How to use push!() in a two-dimensional matrix

Hi everyone,
I need to put values into a matrix initialized with 2 rows and 0 columns. I have tried the following three ways but without success. Please inform me the correct way.

First

y=zeros(Float16,2,0)
display(y)

for i1 in 1:1:10
     push!(y[1,:],i1)
end

for i2 in 1:1:10
     push!(y[2,:],i2)
end

display(y)

Second

y=zeros(Float16,2,0)
display(y)

for i1 in 1:1:10
     push!(y[1,],i1)
end

for i2 in 1:1:10
     push!(y[2,],i2)
end

display(y)

Third

y=zeros(Float16,2,0)
display(y)

for i1 in 1:1:10
     push!(y[1],i1)
end

for i2 in 1:1:10
     push!(y[2],i2)
end

display(y)

push and append adds element to the array, which is to say that they don’t change the value of existing elements.

To add row or columns to an existing matrix, you need vcat or hcat

Note that hcat and vcat will allocate new arrays.

To expand an existing matrix in-place, see GitHub - JuliaArrays/ElasticArrays.jl: Resizeable multi-dimensional arrays for Julia

Ya, I need to add elements to the array.

So, I am able to add elements into a vector

y=zeros(Float16,1)

for i1 in 1:1:10
     push!(y,i1)
end

but can’t do it with a matrix.

Thank you, I go through it.

But it says, “An ElasticArray is a fast, contiguous array that can grow and shrink, but only in its last dimension:”
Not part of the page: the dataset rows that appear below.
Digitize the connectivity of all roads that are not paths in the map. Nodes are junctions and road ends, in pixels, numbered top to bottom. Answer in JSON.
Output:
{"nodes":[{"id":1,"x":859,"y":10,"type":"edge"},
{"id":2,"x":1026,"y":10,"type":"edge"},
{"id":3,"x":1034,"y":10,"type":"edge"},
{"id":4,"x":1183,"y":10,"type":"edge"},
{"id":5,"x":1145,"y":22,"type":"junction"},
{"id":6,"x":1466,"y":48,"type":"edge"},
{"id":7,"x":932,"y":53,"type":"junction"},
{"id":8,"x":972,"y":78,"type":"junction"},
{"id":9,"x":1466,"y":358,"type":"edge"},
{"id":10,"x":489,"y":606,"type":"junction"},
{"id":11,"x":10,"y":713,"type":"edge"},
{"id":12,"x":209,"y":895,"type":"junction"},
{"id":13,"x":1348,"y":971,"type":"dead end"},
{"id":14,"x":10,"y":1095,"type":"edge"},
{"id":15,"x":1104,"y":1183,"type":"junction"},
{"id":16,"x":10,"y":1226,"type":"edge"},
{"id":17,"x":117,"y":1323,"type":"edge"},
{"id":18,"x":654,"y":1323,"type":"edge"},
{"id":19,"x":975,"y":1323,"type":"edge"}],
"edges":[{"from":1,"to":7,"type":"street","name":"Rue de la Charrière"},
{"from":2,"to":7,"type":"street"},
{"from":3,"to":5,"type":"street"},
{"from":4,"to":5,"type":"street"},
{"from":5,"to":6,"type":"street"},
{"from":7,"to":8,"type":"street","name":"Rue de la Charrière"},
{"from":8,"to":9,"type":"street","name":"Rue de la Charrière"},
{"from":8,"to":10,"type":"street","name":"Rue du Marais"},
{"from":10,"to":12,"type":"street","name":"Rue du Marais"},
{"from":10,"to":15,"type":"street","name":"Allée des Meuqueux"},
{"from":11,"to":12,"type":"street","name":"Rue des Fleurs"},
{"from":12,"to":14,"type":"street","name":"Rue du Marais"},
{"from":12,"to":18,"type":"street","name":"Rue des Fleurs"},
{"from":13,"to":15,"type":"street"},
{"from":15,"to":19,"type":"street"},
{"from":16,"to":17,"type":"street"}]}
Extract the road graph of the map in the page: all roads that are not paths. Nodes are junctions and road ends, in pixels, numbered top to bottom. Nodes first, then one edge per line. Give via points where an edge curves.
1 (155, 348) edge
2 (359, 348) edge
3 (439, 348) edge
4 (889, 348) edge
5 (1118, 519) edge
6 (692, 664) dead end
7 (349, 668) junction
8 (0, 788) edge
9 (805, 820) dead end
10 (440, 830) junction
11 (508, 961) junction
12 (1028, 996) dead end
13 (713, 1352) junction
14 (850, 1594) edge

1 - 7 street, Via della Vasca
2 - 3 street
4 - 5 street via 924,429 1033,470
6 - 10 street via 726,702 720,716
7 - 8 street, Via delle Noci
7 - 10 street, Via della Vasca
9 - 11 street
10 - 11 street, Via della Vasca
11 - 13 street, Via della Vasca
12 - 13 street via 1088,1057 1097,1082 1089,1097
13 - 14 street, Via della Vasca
well, the memory is 1D, so if you need to add in somewhere in the middle, you can’t completely avoid copying.

The problem is that the memory is “linear”, thus it is not possible to simply add a row to a matrix without allocating the matrix again, or making the memory layout discontinuous. Maybe consider the use of an array of arrays.

So, in Julia one does not have a one-to-one equivalent to MATLAB’s following code

y=zeros(2,1)

for i1 in 1:1:10
    y(1,i1) = i1;
end

for i2 in 1:1:10
    y(2,i2) = i2;
end

If this is the case, then I could simply use two vectors. Thanks for your inputs.

No, you could certainly do it, simply by allocating padding in the middle of the array (in a geometrically increasing fashion). It would just act like a view of the underlying data, and you’d even be able to use LAPACK and BLAS (since they support such padding).

See also Restriction to the last dimension · Issue #3 · JuliaArrays/ElasticArrays.jl · GitHub

(Technically, you could also do an in-place matrix transpose to row-major format, add the row by growing the end of the array, and then transpose back, but that’s pretty inefficient.)

You realize that Matlab is just copying the data to a new arrays when you grow it, right? You can do the same thing in Julia.

(Matlab’s matrix data structure assumes contiguous data, just like a Julia Matrix, so you can’t efficiently add rows without copying to a new array.

But the layout of the matrix would be discontinuous, or I am missing something? Even if you can do matrix operations with that, probably they become much less efficient, don’t they?

Edit: just read the GitHub there and it is clear now. Thanks.

I actually did not know how Matlab stored data. I learnt the language superficially. Thanks for the link. So (as my first post shows) I did try using push!() on a matrix initialized with 2 rows and a column, but no success.

As others in this post have said, you need to use vcat and hcat, you cannot push! to a multdimenional array.

Okay, I do that. Thanks all.

I think i’m not quite understanding what you are trying to do, but i often have situations where my end array is going to be 2D.

i just push into a linear array and then use reshape

I am trying to extend a 2d array column-wise. I’ll look at your suggestion. Thank you.

julia> a = [1,2];

julia> append!(a, [3,4]);

julia> reshape(a, 2, 2)
2×2 Matrix{Int64}:
 1  3
 2  4

because Julia is column major, for matrix, adding column is trivially copy free (sort of)

Sure, but that doesn’t cause any problems.

Even if you can do matrix operations with that, probably they become much less efficient, don’t they?

No. Each column is still contiguous in memory, there is just a gap between the columns. You access A[i,j] in exactly the same way — at a memory offset lda*j + i … the only difference from a contiguous array is the value of the leading-dimension (column stride) lda.